- **RECORDS SUPPLIED**
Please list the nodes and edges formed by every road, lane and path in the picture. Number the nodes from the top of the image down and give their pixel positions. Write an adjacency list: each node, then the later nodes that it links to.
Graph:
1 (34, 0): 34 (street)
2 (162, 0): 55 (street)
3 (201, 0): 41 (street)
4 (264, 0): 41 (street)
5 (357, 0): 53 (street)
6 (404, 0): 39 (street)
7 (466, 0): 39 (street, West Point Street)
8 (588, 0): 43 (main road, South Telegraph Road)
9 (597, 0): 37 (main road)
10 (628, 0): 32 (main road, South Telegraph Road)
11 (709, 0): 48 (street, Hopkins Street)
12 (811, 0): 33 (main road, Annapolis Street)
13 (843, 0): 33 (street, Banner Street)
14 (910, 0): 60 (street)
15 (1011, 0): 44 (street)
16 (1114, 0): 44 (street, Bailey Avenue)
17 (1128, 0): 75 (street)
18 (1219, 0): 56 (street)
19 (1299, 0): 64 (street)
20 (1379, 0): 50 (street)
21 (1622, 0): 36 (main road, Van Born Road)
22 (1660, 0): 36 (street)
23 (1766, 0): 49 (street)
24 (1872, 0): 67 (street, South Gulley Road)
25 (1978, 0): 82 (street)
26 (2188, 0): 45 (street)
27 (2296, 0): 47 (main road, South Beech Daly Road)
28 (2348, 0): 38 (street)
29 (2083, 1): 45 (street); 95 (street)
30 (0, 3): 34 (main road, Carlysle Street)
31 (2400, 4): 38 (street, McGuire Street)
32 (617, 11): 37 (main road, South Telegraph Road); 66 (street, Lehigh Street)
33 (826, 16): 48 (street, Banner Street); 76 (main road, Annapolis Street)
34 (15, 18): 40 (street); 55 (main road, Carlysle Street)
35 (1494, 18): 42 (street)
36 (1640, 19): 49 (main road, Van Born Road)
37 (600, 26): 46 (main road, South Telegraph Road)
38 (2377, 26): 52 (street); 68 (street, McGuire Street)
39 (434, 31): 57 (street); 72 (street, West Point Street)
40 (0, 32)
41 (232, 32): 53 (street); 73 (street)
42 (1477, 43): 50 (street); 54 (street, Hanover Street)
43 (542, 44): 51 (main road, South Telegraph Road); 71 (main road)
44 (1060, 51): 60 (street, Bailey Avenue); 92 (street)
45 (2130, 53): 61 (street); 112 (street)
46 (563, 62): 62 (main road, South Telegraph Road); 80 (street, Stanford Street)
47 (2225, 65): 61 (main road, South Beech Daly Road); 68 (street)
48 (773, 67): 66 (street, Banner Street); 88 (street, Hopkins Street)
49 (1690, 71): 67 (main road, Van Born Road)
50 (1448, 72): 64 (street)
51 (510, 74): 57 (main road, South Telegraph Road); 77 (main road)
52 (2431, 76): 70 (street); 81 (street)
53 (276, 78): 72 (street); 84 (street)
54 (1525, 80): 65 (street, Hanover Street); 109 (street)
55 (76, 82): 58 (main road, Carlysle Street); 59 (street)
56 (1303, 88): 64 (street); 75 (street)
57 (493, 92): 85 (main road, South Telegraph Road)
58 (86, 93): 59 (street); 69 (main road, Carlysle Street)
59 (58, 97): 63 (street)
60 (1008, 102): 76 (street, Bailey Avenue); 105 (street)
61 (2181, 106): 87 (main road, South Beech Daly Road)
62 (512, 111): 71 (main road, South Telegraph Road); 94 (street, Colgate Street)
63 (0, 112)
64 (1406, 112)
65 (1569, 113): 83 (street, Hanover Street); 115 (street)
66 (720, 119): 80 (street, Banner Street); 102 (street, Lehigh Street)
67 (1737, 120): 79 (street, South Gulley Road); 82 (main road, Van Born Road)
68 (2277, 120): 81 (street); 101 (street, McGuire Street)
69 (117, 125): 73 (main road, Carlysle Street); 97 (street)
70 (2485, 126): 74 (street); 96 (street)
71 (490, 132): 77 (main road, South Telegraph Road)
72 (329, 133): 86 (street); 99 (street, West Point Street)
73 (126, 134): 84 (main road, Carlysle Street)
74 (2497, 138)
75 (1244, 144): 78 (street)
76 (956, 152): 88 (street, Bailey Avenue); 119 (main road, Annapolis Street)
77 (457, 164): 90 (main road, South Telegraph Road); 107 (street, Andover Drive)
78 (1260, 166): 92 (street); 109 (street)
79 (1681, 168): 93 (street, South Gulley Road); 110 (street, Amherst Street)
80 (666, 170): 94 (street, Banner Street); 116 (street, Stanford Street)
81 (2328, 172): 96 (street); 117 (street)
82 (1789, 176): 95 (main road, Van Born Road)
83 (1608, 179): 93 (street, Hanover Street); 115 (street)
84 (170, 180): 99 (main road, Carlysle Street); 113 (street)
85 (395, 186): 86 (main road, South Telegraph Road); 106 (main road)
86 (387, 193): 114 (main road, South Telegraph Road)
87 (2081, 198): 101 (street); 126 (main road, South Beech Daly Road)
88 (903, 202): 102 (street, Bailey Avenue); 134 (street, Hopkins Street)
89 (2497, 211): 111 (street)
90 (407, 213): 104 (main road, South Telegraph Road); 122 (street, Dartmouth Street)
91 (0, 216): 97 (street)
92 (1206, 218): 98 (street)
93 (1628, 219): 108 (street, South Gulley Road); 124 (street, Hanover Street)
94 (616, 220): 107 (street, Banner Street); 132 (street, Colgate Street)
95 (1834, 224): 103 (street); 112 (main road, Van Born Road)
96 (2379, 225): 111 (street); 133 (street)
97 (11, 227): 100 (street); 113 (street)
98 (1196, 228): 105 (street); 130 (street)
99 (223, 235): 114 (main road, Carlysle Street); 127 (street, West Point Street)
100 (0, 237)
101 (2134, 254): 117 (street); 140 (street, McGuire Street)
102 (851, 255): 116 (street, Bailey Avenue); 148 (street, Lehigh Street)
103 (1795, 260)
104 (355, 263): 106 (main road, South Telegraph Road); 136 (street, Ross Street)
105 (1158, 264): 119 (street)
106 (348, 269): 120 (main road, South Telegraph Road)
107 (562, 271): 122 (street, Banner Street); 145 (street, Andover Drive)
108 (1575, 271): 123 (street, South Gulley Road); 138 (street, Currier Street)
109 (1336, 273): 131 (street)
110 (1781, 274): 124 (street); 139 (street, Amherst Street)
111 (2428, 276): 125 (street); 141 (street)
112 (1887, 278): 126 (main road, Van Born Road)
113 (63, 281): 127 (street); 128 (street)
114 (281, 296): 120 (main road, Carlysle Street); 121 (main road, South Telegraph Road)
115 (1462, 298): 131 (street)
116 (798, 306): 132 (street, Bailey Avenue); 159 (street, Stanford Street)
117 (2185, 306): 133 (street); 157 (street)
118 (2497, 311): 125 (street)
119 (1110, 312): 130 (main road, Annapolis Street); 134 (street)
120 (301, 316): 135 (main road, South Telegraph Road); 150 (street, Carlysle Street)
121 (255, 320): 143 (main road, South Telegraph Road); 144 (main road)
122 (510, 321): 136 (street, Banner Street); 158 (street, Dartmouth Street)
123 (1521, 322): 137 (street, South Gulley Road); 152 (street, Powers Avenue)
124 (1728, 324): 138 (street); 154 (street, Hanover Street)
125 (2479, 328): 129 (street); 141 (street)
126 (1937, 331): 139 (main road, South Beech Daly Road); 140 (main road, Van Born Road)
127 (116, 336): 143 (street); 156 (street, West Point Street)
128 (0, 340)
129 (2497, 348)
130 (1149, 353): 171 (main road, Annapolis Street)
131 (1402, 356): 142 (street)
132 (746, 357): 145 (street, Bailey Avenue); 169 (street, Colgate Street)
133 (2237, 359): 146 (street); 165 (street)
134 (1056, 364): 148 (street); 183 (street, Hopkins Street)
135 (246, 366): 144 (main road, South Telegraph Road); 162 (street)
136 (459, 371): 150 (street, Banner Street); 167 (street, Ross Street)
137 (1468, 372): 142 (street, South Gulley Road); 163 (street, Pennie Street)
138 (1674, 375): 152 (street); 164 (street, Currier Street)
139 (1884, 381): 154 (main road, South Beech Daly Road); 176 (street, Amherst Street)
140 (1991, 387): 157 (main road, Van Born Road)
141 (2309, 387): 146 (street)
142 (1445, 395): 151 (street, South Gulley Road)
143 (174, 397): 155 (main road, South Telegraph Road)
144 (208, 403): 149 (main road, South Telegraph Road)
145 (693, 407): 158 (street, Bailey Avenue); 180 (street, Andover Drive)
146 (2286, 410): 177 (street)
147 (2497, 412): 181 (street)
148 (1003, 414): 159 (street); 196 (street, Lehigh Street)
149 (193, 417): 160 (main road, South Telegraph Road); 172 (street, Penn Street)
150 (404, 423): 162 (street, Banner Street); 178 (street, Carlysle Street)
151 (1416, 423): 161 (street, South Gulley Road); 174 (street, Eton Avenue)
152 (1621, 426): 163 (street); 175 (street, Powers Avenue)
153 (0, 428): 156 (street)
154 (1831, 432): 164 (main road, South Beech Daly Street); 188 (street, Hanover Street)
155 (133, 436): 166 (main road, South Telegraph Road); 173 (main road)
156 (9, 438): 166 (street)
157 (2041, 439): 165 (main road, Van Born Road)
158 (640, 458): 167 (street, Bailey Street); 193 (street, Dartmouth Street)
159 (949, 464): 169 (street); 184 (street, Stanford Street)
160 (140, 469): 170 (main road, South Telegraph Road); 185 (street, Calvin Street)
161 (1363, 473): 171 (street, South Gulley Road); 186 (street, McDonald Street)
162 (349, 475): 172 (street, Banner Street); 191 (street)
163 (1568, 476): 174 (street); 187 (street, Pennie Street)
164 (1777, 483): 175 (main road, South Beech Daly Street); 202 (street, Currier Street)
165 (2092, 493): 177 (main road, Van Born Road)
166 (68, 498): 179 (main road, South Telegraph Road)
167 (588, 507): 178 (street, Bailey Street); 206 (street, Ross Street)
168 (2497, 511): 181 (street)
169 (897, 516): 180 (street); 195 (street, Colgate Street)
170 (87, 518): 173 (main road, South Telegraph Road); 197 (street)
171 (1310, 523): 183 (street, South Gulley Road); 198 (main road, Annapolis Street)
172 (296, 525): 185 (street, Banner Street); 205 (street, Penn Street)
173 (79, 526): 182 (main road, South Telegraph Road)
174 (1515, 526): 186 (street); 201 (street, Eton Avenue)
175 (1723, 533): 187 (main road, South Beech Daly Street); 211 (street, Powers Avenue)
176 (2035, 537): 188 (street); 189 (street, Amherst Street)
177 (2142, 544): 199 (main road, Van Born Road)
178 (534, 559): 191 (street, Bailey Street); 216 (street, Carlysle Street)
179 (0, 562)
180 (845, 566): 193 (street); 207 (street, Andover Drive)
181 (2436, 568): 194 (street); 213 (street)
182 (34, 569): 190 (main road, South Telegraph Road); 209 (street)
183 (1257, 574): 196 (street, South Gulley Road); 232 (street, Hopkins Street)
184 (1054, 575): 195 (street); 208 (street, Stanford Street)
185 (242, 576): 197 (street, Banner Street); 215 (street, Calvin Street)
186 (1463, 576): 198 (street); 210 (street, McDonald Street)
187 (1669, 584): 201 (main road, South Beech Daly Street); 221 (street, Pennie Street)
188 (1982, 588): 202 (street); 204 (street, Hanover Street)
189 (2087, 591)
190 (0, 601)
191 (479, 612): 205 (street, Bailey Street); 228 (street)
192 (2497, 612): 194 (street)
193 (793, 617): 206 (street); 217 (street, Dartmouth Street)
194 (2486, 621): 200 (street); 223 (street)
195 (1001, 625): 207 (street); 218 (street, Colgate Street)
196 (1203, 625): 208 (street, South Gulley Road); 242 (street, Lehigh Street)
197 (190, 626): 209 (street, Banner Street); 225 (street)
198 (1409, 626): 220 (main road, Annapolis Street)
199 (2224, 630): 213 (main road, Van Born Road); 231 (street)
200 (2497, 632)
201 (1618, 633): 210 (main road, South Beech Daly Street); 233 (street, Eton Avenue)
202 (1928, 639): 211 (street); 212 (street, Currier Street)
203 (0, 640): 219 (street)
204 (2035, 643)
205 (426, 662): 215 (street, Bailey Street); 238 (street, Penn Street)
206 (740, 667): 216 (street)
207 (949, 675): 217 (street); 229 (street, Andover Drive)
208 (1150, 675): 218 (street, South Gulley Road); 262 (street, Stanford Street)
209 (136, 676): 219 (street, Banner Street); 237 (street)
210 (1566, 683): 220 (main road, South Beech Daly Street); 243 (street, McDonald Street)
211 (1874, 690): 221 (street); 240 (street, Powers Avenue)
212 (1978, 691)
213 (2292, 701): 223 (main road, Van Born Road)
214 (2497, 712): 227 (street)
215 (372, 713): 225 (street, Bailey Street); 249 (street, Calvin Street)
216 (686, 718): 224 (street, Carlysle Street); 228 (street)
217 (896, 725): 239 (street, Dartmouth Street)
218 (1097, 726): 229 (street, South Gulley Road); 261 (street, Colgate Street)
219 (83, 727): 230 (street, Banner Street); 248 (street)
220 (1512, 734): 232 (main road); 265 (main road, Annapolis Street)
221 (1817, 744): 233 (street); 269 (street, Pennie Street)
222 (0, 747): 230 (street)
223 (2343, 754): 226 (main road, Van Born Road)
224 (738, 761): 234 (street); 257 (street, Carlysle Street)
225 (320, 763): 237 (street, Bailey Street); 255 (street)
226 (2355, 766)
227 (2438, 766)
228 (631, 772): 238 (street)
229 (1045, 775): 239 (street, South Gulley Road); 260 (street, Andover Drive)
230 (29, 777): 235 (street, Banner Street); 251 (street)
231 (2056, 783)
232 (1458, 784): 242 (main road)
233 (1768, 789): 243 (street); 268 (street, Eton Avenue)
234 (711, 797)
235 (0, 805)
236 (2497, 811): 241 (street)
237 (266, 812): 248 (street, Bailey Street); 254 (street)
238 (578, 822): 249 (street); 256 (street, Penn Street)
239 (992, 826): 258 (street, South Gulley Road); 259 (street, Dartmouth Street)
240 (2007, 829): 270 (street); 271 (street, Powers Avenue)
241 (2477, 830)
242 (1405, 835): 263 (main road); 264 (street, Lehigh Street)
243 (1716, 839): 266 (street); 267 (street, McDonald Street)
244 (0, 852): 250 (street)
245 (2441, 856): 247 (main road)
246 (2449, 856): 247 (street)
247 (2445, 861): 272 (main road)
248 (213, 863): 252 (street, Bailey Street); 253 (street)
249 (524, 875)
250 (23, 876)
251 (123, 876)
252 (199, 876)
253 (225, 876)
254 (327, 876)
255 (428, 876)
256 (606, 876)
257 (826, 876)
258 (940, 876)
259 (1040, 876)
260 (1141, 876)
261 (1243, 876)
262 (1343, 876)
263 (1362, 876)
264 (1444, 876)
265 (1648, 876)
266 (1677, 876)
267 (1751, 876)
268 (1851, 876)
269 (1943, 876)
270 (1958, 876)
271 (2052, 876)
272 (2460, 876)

- **ACTIVITY**
Report the number of lines above containing the word "Beech", with no other text.

- **RESULT BELOW**
12